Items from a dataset
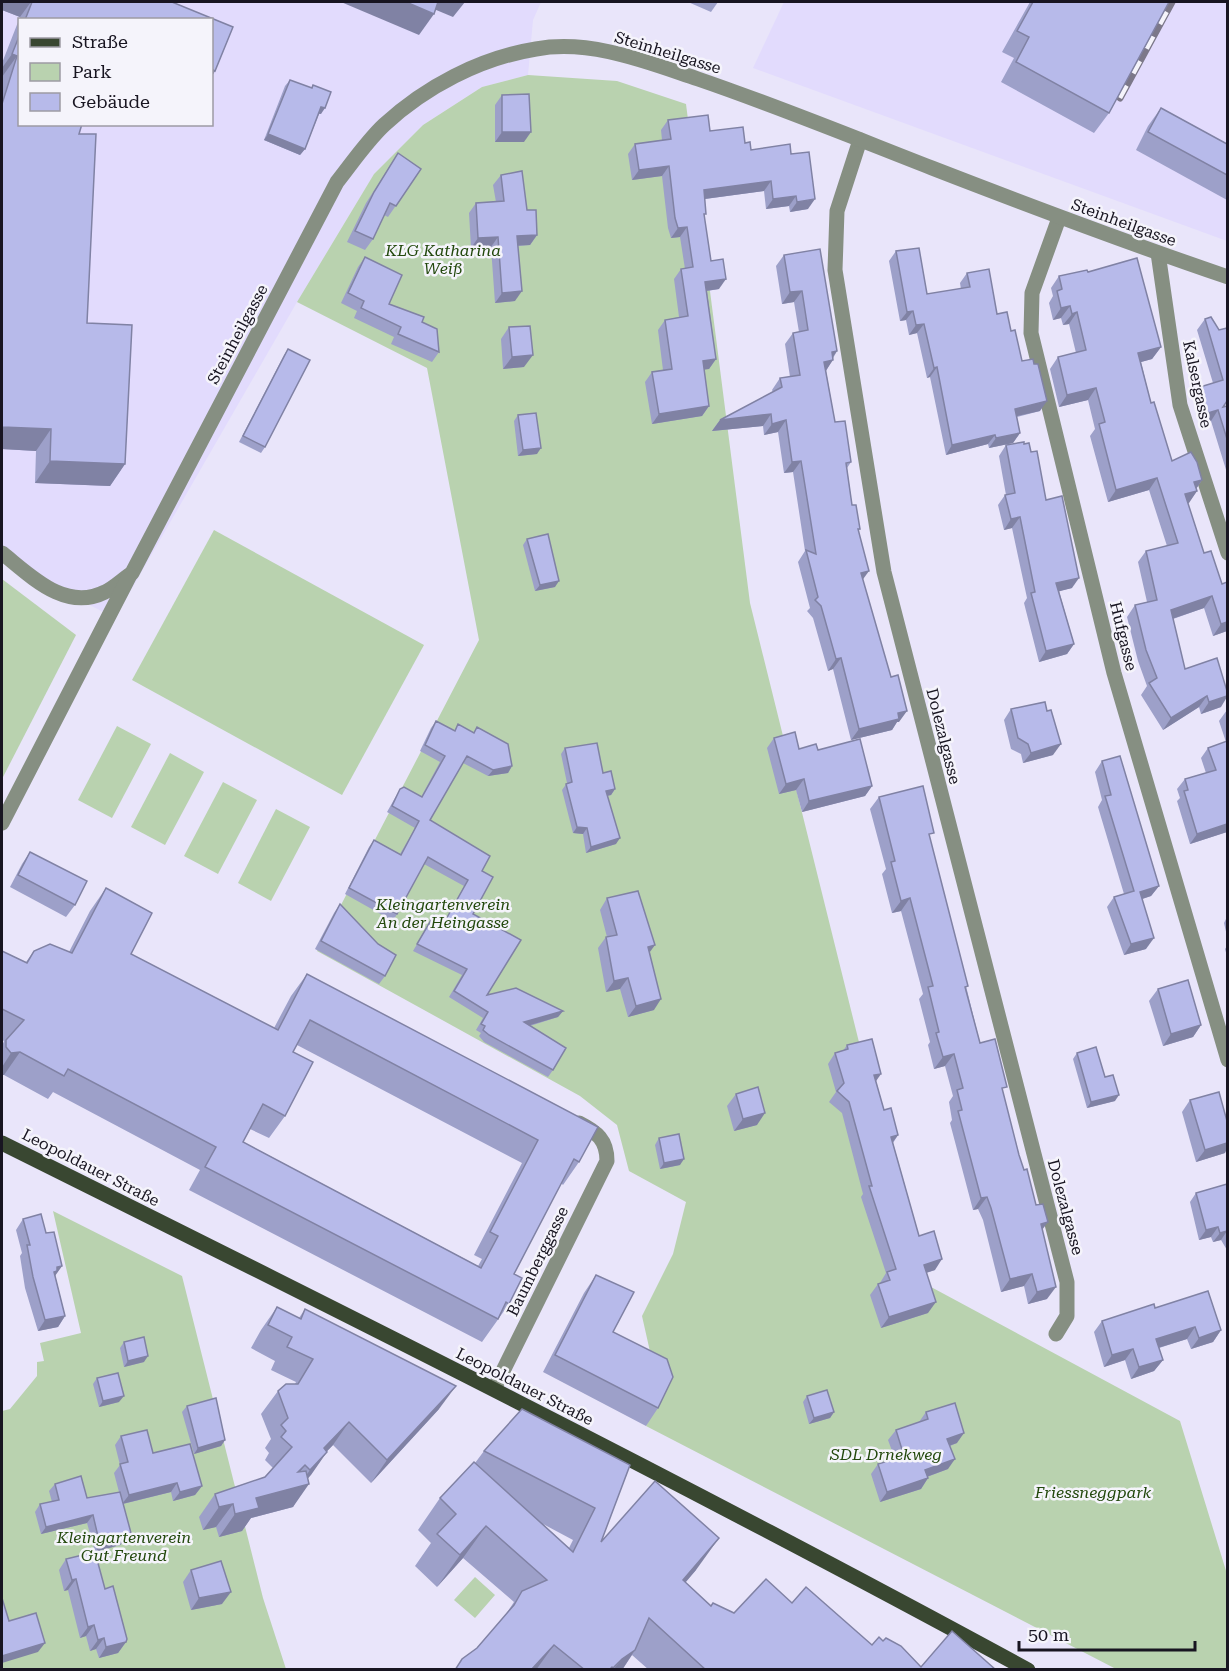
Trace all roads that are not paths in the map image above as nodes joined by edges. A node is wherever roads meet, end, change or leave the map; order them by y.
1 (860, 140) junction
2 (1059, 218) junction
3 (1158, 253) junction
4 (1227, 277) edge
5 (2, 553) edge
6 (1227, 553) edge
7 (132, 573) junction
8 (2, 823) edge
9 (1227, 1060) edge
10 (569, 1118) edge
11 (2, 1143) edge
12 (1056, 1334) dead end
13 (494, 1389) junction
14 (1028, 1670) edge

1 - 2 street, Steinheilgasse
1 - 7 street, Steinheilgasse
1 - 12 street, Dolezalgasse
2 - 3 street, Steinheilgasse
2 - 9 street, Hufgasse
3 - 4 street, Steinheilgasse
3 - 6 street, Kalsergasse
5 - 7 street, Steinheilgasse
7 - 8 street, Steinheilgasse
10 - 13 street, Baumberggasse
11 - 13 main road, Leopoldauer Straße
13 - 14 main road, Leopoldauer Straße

Directions for this task - Copy the data character for character, but drop all pictures from the copy.

Result of this exercise -
Trace all roads that are not paths in the map image above as nodes joined by edges. A node is wherever roads meet, end, change or leave the map; order them by y.
1 (860, 140) junction
2 (1059, 218) junction
3 (1158, 253) junction
4 (1227, 277) edge
5 (2, 553) edge
6 (1227, 553) edge
7 (132, 573) junction
8 (2, 823) edge
9 (1227, 1060) edge
10 (569, 1118) edge
11 (2, 1143) edge
12 (1056, 1334) dead end
13 (494, 1389) junction
14 (1028, 1670) edge

1 - 2 street, Steinheilgasse
1 - 7 street, Steinheilgasse
1 - 12 street, Dolezalgasse
2 - 3 street, Steinheilgasse
2 - 9 street, Hufgasse
3 - 4 street, Steinheilgasse
3 - 6 street, Kalsergasse
5 - 7 street, Steinheilgasse
7 - 8 street, Steinheilgasse
10 - 13 street, Baumberggasse
11 - 13 main road, Leopoldauer Straße
13 - 14 main road, Leopoldauer Straße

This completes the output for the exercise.